Selain pengendalian, cukai juga bisa menambah penerimaan negara. Kemenkeu menghitung potensi penerimaan cukai dari kantong plastik bisa mencapai Rp1,6 triliun per tahun. Meski begitu, target tahun ini hanya dipatok Rp100 miliar.
Pemerintah berencana hanya mengenakan cukai sekitar Rp30.000 per kg atau Rp200 per lembar plastik. Angka itu, kata Menkeu, tidak signifikan mengerek harga barang. Sumbangan cukai plastik terhadap inflasi ditaksir hanya 0,045%.
Cukai plastic itu juga lebih murah ketimbang negara lain. Irlandia misalnya yang memungut cukai sebesar €22,93 per kg atau sekitar Rp332.000, dan Malaysia sebesar RM4,5 per kg atau sekitar Rp63.500 per kg.
Cukai akan dipungut dari kantong plastik produksi dalam maupun luar negeri. Pembayaran cukai dilakukan saat dikeluarkan dari pabrik ataupun pelabuhan secara berkala setiap bulan.

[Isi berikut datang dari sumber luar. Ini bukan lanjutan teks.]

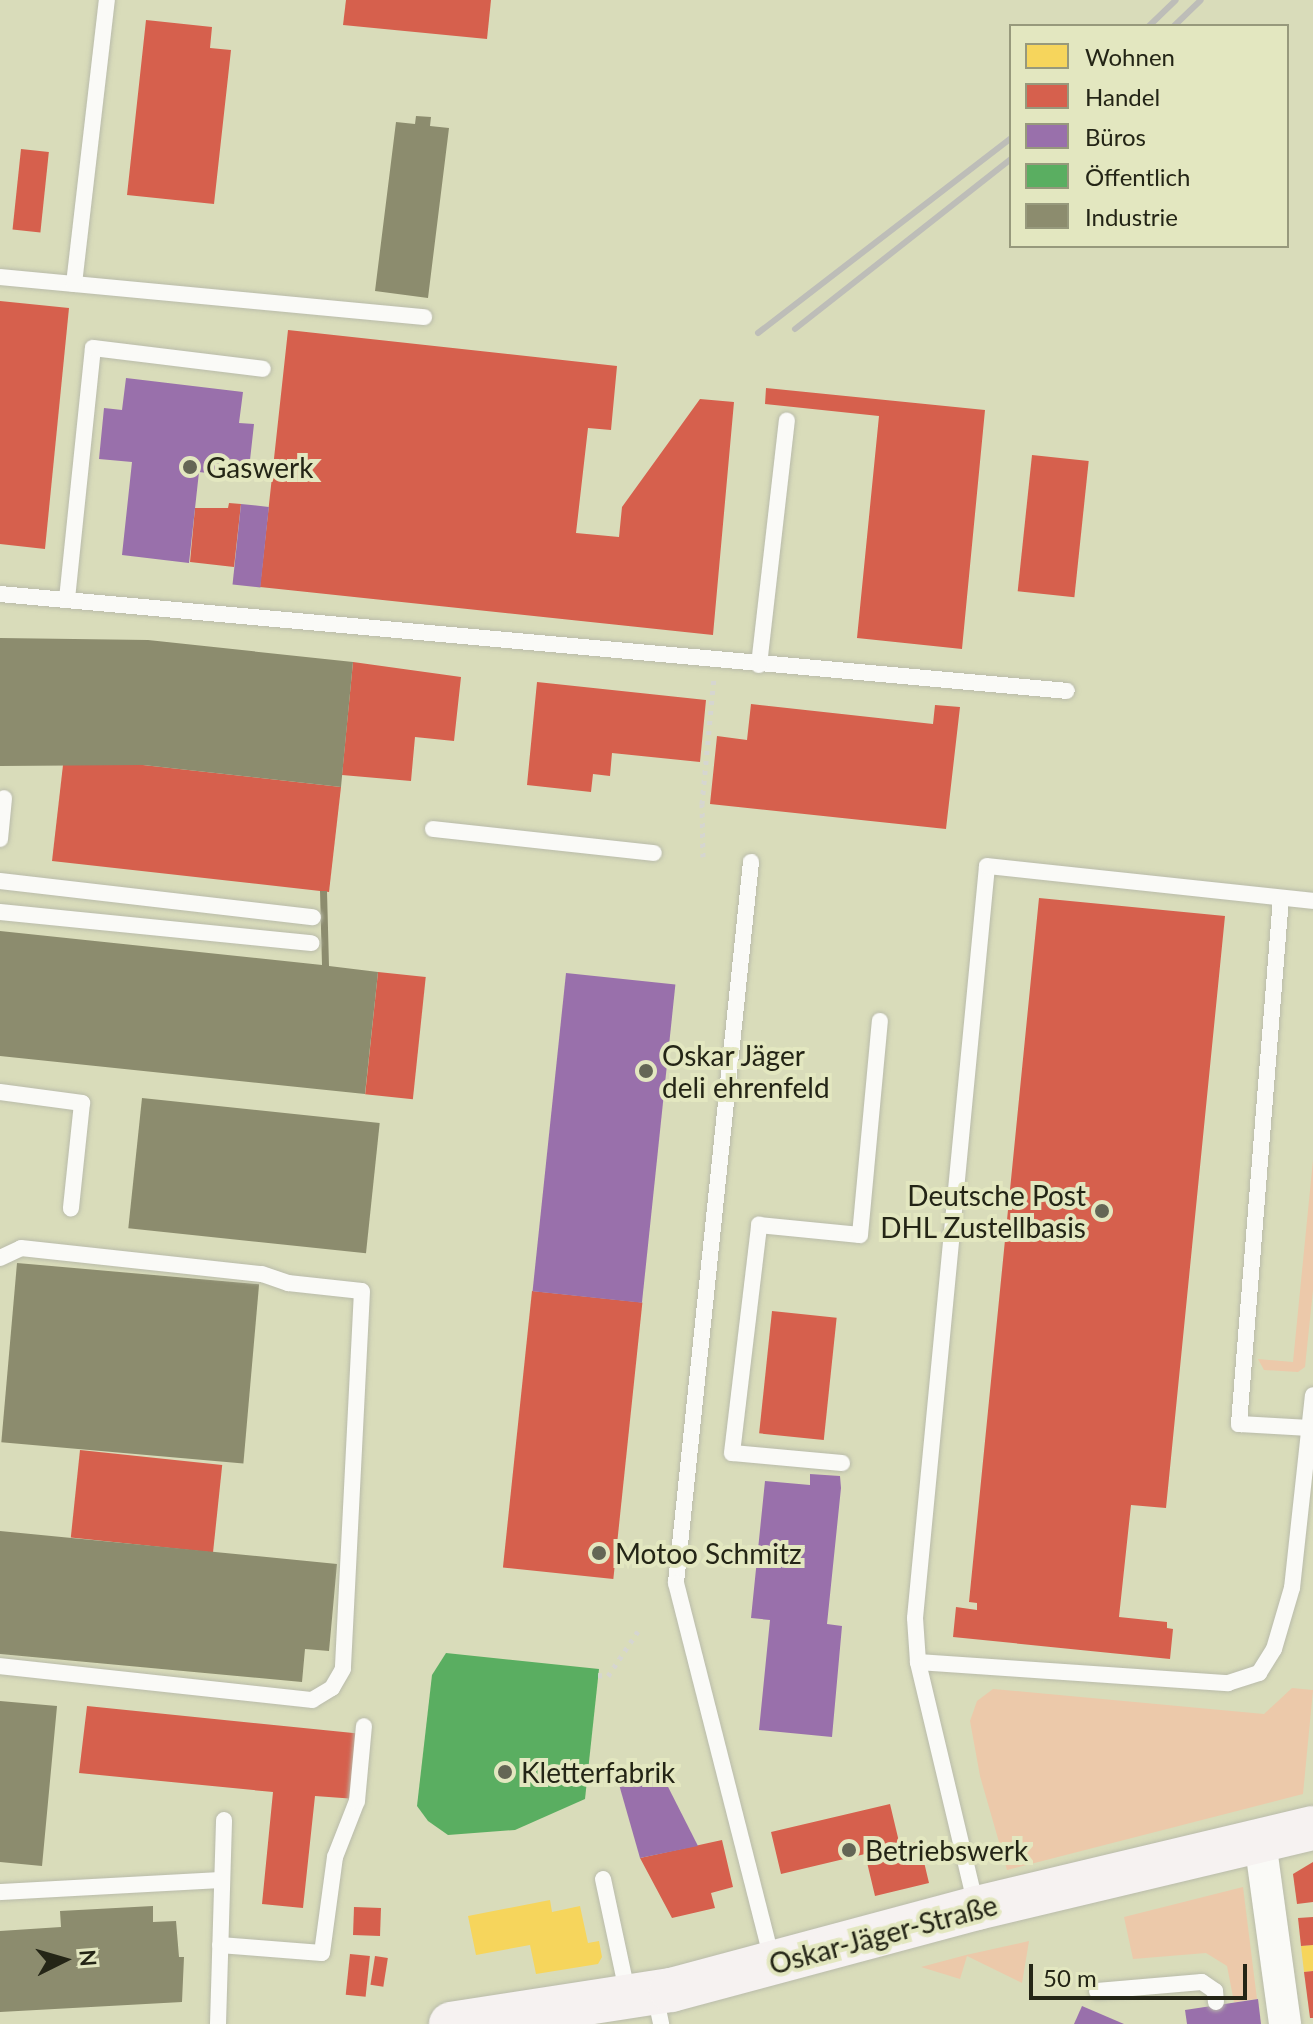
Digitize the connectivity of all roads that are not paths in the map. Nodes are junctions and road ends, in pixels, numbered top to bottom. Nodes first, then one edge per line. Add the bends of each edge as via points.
1 (107, 0) edge
2 (0, 277) edge
3 (74, 284) junction
4 (424, 317) dead end
5 (263, 369) dead end
6 (787, 421) dead end
7 (0, 594) edge
8 (67, 599) junction
9 (759, 665) junction
10 (1067, 691) dead end
11 (4, 798) dead end
12 (433, 829) dead end
13 (0, 839) edge
14 (654, 853) dead end
15 (751, 862) dead end
16 (0, 881) edge
17 (1281, 898) junction
18 (1313, 901) edge
19 (0, 912) edge
20 (313, 917) dead end
21 (311, 943) dead end
22 (880, 1021) dead end
23 (0, 1092) edge
24 (71, 1208) dead end
25 (0, 1258) edge
26 (1313, 1395) edge
27 (1310, 1428) junction
28 (842, 1463) dead end
29 (918, 1662) junction
30 (0, 1666) edge
31 (364, 1726) dead end
32 (224, 1820) dead end
33 (1313, 1828) edge
34 (1260, 1841) junction
35 (603, 1879) dead end
36 (222, 1880) junction
37 (0, 1892) edge
38 (977, 1908) junction
39 (220, 1945) junction
40 (773, 1964) junction
41 (1097, 1991) dead end
42 (1216, 2002) dead end
43 (648, 2005) edge
44 (218, 2024) edge
45 (451, 2024) edge
46 (1285, 2024) edge

1 - 3 lane
2 - 3 lane
3 - 4 lane
5 - 8 lane via 93,348
6 - 9 lane
7 - 8 lane
8 - 9 lane
9 - 10 lane
11 - 13 lane
12 - 14 lane
15 - 40 lane via 676,1583
16 - 20 lane
17 - 18 lane
17 - 27 lane via 1239,1424
17 - 29 lane via 987,866 926,1487 915,1618
19 - 21 lane
22 - 28 lane via 860,1235 759,1225 732,1453
23 - 24 lane via 82,1103
25 - 30 lane via 21,1248 262,1274 288,1283 362,1291 343,1669 332,1688 312,1700
26 - 27 lane
27 - 29 lane via 1292,1588 1274,1649 1259,1673 1228,1683
29 - 38 lane
31 - 39 lane via 357,1801 335,1857 322,1953
32 - 36 lane
33 - 34 street, Oskar-Jäger-Straße
34 - 38 street, Oskar-Jäger-Straße
34 - 46 street
35 - 43 lane
36 - 37 lane
36 - 39 lane
38 - 40 street, Oskar-Jäger-Straße
39 - 44 lane
40 - 43 street, Oskar-Jäger-Straße
41 - 42 lane via 1202,1982 1215,1991
43 - 45 street, Oskar-Jäger-Straße

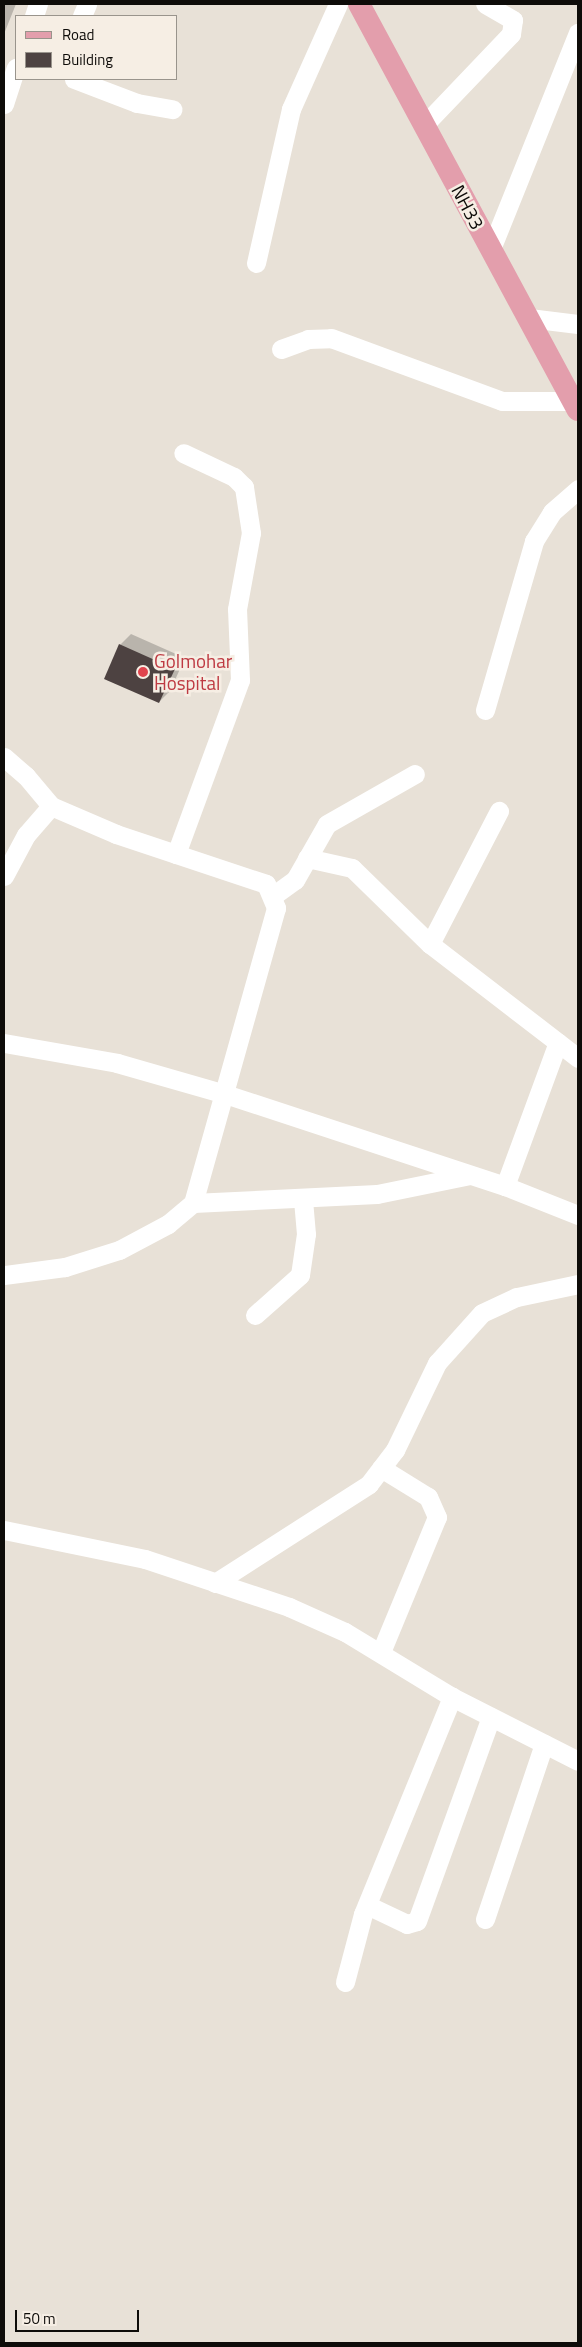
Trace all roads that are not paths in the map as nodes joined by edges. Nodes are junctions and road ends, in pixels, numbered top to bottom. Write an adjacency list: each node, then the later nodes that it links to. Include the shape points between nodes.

Pengawasan akan dilakukan melalui registrasi pabrikan, pelaporan produksi, pengawasan fisik, dan audit. DDTC pernah mendiskusikan prospek cukai atas kantong plastik melalui kajian yang berjudul 'Komparasi Objek Cukai secara Global dan Pelajaran bagi Indonesia'. (rig)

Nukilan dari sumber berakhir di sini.